# Project: Geo-pulse - Prediction of number of interests

---

## 1. Importing Libraries

In [1]:
# General Library
import pandas as pd
import numpy as np
import matplotlib.pyplot as plt
import seaborn as sns

# Sci-kit learn Library
# machine learning models
from sklearn.dummy import DummyRegressor
from sklearn.linear_model import LinearRegression
from sklearn.ensemble import RandomForestRegressor
from xgboost import XGBRegressor

# preprocess
from sklearn.model_selection import train_test_split

# metrics
from sklearn.metrics import mean_squared_error

sns.set_palette('colorblind')

In [2]:
df = pd.read_csv('../data/geo_cleaned.csv', index_col=[0])

In [3]:
df.head()

Unnamed: 0,area_code,hour,segment,density,prepaid,postpaid,gender_male,gender_female,gender_unknown,age_1_19,...,online_shopping_user,inte_travel_and_information,inte_investment,inte_realestate,inte_insurance,inte_automobile,inte_fitness_and_wellness,par_day,area_code_length,time_of_day
0,BAAACBIH,18,visitor,28,9,19,5,11,12,6,...,21,4,3,2,0,3,3,20201104,8,Afterwork
1,BAAACBIH,17,visitor,21,10,11,6,7,8,3,...,11,1,2,0,0,0,0,20201104,8,Work
2,BAAHEBJC,1,visitor,37,17,20,10,8,19,8,...,20,1,2,0,0,4,3,20201104,8,Sleep
3,BAEFBBAC,16,worker,43,21,22,11,9,23,5,...,24,3,3,4,3,5,4,20201104,8,Work
4,BAJKABJB,12,visitor,21,12,9,8,6,7,3,...,12,0,0,0,0,1,1,20201104,8,Work


---

## 2. Data Preparation

In [4]:
# drop unused columns
df.drop(columns=['area_code','par_day','area_code_length','hour'], 
        inplace = True)

In [5]:
# defining column groups
GENDER = df.columns[df.columns.str.contains('gender')]
AGE = df.columns[df.columns.str.contains('age')]
PAID = df.columns[df.columns.str.contains('paid')]
PLAN = df.columns[df.columns.str.contains('pay')]
USER = df.columns[df.columns.str.contains('user')]
INTE = df.columns[df.columns.str.contains('inte')]
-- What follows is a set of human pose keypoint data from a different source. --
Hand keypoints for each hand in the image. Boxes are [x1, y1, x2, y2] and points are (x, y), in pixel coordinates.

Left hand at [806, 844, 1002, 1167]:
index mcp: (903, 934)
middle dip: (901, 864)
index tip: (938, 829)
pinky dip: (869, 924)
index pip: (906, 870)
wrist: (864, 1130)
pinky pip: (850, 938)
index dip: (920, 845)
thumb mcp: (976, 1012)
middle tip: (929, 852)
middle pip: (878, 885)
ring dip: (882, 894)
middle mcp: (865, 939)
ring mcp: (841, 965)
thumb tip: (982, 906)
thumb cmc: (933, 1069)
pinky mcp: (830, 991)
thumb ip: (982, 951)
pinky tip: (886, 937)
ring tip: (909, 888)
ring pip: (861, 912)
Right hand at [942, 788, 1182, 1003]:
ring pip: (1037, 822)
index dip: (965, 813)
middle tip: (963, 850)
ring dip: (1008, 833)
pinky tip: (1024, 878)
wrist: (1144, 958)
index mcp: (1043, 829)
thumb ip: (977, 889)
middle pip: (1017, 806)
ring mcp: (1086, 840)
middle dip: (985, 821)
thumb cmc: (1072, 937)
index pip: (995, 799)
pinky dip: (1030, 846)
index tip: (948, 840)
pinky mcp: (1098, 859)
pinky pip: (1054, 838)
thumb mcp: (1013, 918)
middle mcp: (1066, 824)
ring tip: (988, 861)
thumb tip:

col_cat = [GENDER,AGE,PAID,PLAN,USER,INTE]
col_cat_name = ['Gender','Age','Post/Pre Paid','Package Plan',
                'Usage','Interests']

---

## 3. Predict number of interests

In [6]:
def get_metrics(model,X_train=1,X_test=1,y_train=1,y_test=1):
    
    model.fit(X_train, y_train)
    y_train_pred = model.predict(X_train)
    y_test_pred = model.predict(X_test)

    train_r2 = model.score(X_train, y_train).round(4)
    test_r2 = model.score(X_test, y_test).round(4)
    train_rmse = mean_squared_error(y_train,y_train_pred).round(2)
    test_rmse = mean_squared_error(y_test,y_test_pred).round(2)
    
    return train_r2,test_r2,train_rmse,test_rmse

In [7]:
def predict_category(model_input,category,X_train=1, X_test=1,
                     y_train=1, y_test=1):
    
    results_dict = {}
    
    for col in category:
        
        model = model_input
        
        X = df.drop(columns=category)
        y = df[col]
        X = pd.get_dummies(X,columns=['segment','time_of_day'])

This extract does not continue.